## What the task requires
Your answer should consist of each line below that includes the word "Munhena".

(Stored data)

◆ ◆ ◆ ◆ ◆ ◆ ◆

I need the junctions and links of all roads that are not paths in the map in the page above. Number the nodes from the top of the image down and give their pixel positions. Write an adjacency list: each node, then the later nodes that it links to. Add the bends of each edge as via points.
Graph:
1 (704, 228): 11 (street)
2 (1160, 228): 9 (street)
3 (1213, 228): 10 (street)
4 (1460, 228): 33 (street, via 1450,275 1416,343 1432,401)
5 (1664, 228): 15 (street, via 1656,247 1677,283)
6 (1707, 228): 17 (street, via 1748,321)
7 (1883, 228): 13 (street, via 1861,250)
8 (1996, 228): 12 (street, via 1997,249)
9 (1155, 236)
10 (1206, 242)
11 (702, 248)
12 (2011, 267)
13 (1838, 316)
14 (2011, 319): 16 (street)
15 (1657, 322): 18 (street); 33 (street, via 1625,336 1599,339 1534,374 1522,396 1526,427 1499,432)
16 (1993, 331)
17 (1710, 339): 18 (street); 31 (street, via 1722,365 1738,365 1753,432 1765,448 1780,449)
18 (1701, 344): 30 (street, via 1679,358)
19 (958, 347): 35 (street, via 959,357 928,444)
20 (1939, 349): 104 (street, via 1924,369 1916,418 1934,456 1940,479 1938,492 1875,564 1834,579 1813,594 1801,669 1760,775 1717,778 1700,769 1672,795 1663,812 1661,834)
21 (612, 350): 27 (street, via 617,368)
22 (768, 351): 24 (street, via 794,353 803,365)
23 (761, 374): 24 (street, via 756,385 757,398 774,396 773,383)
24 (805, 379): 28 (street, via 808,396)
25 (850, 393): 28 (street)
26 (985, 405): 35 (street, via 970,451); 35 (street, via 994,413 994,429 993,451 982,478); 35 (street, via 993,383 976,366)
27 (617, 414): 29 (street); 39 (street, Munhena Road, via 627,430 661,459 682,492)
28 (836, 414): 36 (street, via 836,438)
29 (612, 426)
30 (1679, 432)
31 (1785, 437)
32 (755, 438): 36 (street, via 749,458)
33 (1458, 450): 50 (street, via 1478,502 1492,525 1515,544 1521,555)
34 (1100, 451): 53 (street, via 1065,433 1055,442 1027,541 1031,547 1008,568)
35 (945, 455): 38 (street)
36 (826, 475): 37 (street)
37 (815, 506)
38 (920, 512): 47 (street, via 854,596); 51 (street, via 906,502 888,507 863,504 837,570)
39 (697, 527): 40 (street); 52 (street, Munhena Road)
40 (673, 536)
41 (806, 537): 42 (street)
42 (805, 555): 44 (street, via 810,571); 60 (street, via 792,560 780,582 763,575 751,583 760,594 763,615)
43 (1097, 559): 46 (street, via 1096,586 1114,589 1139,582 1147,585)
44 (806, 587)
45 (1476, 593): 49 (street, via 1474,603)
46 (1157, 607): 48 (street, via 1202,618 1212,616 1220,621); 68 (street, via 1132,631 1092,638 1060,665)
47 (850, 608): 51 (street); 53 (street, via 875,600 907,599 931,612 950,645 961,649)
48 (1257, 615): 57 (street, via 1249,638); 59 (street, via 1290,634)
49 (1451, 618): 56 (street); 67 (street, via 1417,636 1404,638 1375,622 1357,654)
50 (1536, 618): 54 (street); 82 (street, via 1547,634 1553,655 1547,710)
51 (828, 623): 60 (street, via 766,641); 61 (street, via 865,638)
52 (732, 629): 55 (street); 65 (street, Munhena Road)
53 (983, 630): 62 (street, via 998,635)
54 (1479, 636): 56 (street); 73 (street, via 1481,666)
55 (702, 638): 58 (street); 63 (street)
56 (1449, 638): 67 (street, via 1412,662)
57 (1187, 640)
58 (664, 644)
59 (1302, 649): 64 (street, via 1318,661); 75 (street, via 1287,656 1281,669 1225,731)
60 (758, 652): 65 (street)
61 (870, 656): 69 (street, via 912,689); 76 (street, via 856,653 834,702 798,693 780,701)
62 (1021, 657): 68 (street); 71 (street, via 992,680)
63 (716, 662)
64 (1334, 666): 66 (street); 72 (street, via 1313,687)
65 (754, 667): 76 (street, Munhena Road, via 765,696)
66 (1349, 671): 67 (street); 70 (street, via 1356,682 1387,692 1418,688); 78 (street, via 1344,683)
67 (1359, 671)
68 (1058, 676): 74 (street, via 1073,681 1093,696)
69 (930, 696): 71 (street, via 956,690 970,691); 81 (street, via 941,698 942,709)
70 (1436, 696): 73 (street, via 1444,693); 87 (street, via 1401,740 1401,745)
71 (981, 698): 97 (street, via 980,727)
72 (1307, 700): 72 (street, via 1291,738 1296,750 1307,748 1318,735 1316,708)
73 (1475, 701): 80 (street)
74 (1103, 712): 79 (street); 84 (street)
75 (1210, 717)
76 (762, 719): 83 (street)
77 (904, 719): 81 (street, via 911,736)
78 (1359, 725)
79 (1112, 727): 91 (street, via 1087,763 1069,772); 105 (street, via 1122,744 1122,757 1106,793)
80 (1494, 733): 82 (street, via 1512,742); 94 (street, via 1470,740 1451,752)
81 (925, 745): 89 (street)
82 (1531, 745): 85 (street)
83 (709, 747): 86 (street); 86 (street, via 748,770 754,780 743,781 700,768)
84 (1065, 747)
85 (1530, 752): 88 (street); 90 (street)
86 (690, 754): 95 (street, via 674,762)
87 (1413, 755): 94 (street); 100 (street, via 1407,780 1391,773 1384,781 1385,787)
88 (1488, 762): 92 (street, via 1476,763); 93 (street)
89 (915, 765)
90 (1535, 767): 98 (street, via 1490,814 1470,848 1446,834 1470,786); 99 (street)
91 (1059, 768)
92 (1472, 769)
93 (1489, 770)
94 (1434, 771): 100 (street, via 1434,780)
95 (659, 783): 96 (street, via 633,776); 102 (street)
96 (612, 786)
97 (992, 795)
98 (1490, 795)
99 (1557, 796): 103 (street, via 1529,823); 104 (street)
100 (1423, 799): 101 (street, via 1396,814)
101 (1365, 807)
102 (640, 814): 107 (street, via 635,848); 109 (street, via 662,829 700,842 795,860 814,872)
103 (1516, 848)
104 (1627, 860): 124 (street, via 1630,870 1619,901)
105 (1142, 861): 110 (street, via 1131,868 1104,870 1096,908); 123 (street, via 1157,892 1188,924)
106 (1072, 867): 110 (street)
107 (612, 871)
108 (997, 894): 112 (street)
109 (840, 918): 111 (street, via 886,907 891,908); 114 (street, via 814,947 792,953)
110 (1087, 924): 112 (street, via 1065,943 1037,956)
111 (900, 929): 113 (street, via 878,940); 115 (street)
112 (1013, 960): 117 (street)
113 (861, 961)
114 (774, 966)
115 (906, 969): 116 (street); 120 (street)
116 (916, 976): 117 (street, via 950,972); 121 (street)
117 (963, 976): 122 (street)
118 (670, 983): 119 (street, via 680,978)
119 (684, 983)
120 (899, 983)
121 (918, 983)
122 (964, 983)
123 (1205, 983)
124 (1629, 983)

◆ ◆ ◆ ◆ ◆ ◆ ◆

## Response area
27 (617, 414): 29 (street); 39 (street, Munhena Road, via 627,430 661,459 682,492)
39 (697, 527): 40 (street); 52 (street, Munhena Road)
52 (732, 629): 55 (street); 65 (street, Munhena Road)
65 (754, 667): 76 (street, Munhena Road, via 765,696)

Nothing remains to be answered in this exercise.